Crumbaugh is finding that his students are connecting emotionally to the movements, in large part because of how he’s modified teaching for Zoom. With the video conferencing software, Crumbaugh was looking to implement a deeper experience—and surprisingly, for an art that’s so physical, it’s been through talking. In person, Crumbaugh works by touch. He can put his hand on a student’s shoulder if he wants the dancer to relax that particular body part. With Zoom, he had to figure out how to do that with words.
“I might cue up a situation where I would feel tension and say, ‘Can you imagine what you feel like when you’re in this situation? Compare it to something like this, where you feel more relaxed and feel how those shoulders drop,’” he describes.
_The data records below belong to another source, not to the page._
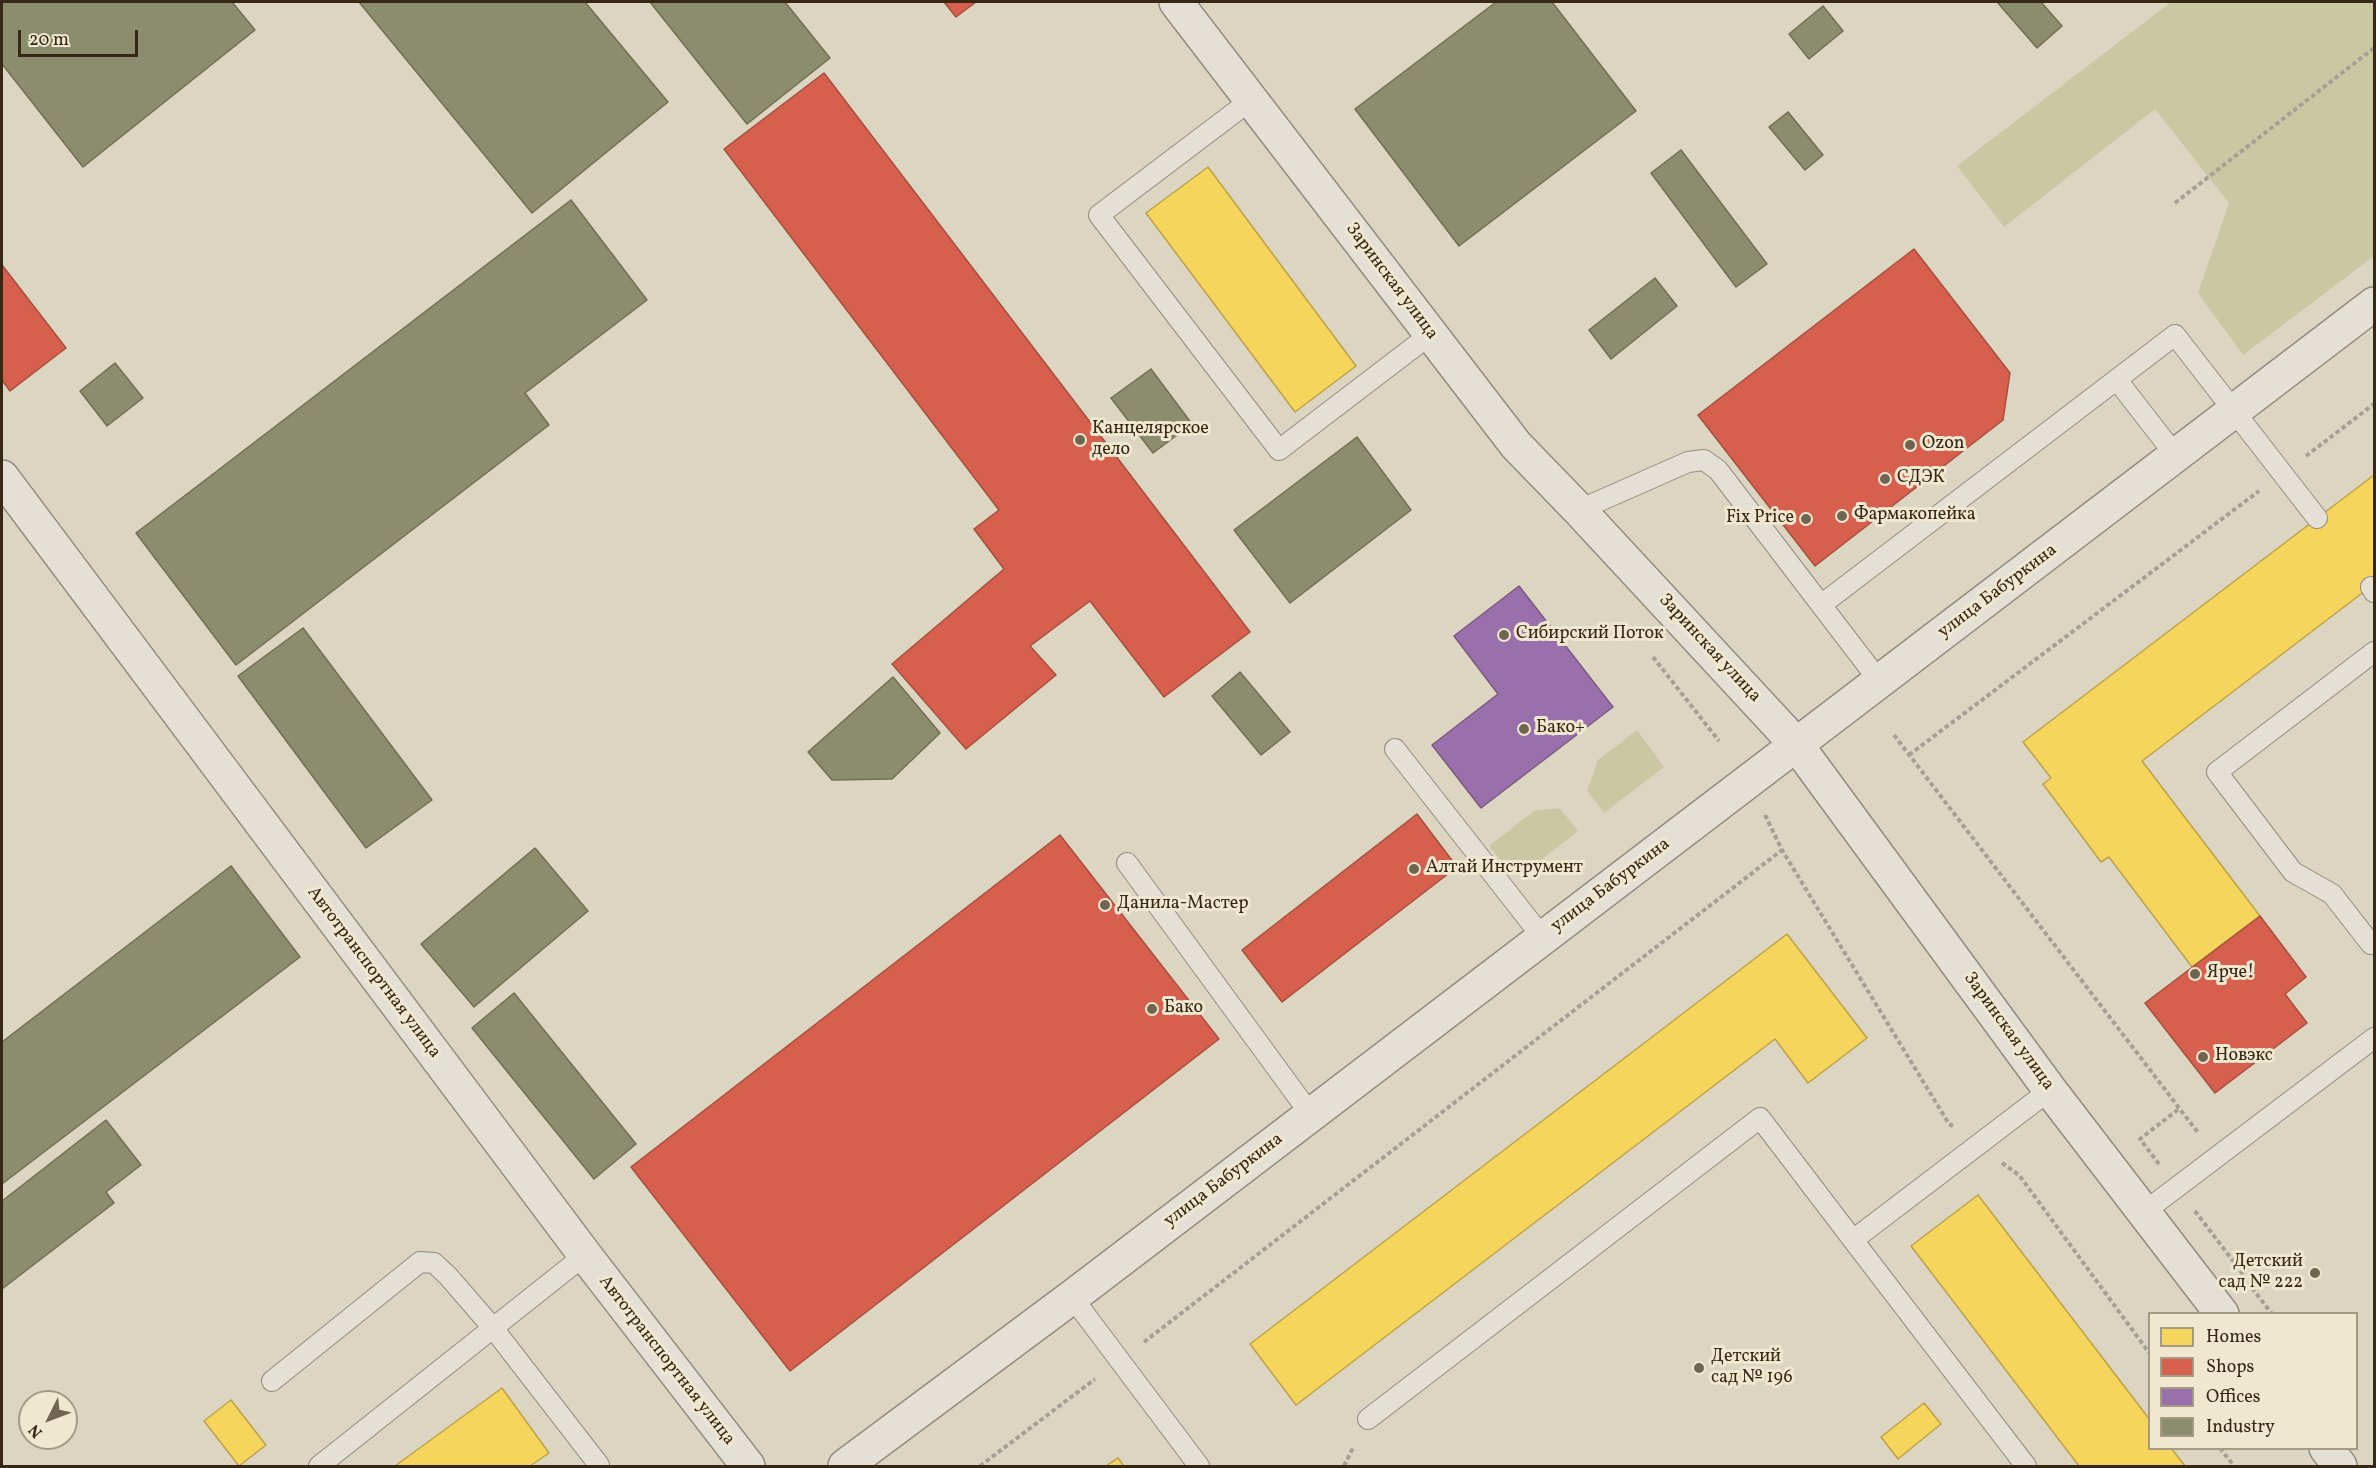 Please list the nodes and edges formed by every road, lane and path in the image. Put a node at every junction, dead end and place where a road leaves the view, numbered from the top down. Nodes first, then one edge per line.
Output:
1 (1176, 2) edge
2 (2374, 48) edge
3 (1251, 100) junction
4 (2175, 203) dead end
5 (2374, 303) edge
6 (1431, 334) junction
7 (2117, 380) junction
8 (2374, 404) edge
9 (2235, 411) junction
10 (2175, 456) junction
11 (2283, 473) junction
12 (2, 477) edge
13 (1579, 510) junction
14 (2317, 519) dead end
15 (1821, 605) junction
16 (2374, 652) edge
17 (1653, 657) dead end
18 (1880, 682) junction
19 (1894, 735) dead end
20 (1719, 741) dead end
21 (1796, 744) junction
22 (1395, 749) dead end
23 (1909, 755) junction
24 (1763, 812) dead end
25 (1782, 850) junction
26 (1127, 863) dead end
27 (1543, 938) junction
28 (2371, 944) dead end
29 (2374, 1038) edge
30 (2049, 1090) junction
31 (1311, 1115) junction
32 (1978, 1145) junction
33 (2217, 1158) junction
34 (2144, 1212) junction
35 (1853, 1240) junction
36 (585, 1255) junction
37 (1072, 1297) junction
38 (2220, 1312) edge
39 (492, 1328) junction
40 (2148, 1351) edge
41 (1119, 1361) junction
42 (272, 1381) dead end
43 (1368, 1419) dead end
44 (2221, 1450) edge
45 (2327, 1450) edge
46 (599, 1465) edge
47 (319, 1467) edge
48 (748, 1467) edge
49 (845, 1467) edge
50 (981, 1467) edge
51 (1199, 1467) edge
52 (2025, 1467) edge
53 (2234, 1467) edge
54 (2340, 1467) edge

1 - 3 street, Заринская улица
2 - 4 path
3 - 6 street, Заринская улица
3 - 6 lane
5 - 9 street, улица Бабуркина
6 - 13 street, Заринская улица
7 - 9 lane
7 - 10 lane
7 - 15 lane
8 - 11 path
9 - 10 street, улица Бабуркина
9 - 11 lane
10 - 18 street, улица Бабуркина
11 - 14 lane
11 - 23 path
12 - 36 street, Автотранспортная улица
13 - 15 lane
13 - 21 street, Заринская улица
15 - 18 lane
16 - 28 lane
17 - 20 path
18 - 21 street, улица Бабуркина
19 - 23 path
21 - 27 street, улица Бабуркина
21 - 30 street, Заринская улица
22 - 27 lane
23 - 33 path
24 - 25 path
25 - 32 path
25 - 41 path
26 - 31 lane
27 - 31 street, улица Бабуркина
29 - 33 lane
30 - 32 lane
30 - 34 street, Заринская улица
31 - 37 street, улица Бабуркина
32 - 35 lane
32 - 40 path
33 - 34 lane
34 - 38 street, Заринская улица
35 - 43 lane
35 - 52 lane
36 - 39 lane
36 - 48 street, Автотранспортная улица
37 - 41 lane
37 - 49 street, улица Бабуркина
39 - 42 lane
39 - 46 lane
39 - 47 lane
41 - 50 path
41 - 51 lane
44 - 53 path
45 - 54 street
Will Big Muddy continue the online classes after the pandemic ends? Crumbaugh recognizes that could be a way to both extend Big Muddy’s reach into the world and enable the company to offer students instruction outside of St. Louis. “Logistically, [that used to be] tough to achieve,” he says. “You have to find a teacher or a choreographer, make sure that they’re available, pay for their expenses and housing. Suddenly now I just have to send them a link.”
Class Pass
Two ballet classes we mastered in the time of COVID-19
As of press time, Big Muddy is still offering limited in-person classes at its studio space, 3305 Washington, but for those content to turn their living rooms into ballet studios, there are Zoom classes aplenty. The dance company is also offering some pre-recorded classes on its website for people considering virtual options. Here are two we tried.
Longer and Leaner
This 35-minute pre-class exercise begins with movements that activate the toes. Eventually you’ll move into more of a full-body conditioning. What some might consider a warmup counts as an intense exercise to those of us who have basically become one with the sofa during the pandemic.
Beginning Ballet
In this ballet starter pack, you’ll learn basic moves at the barre, eventually venturing to the center of the floor for an adagio—a very slow and controlled (read: you’ll need some balance) set of exercises. The final two movements in the video are turns and jumps. Now we’re getting somewhere.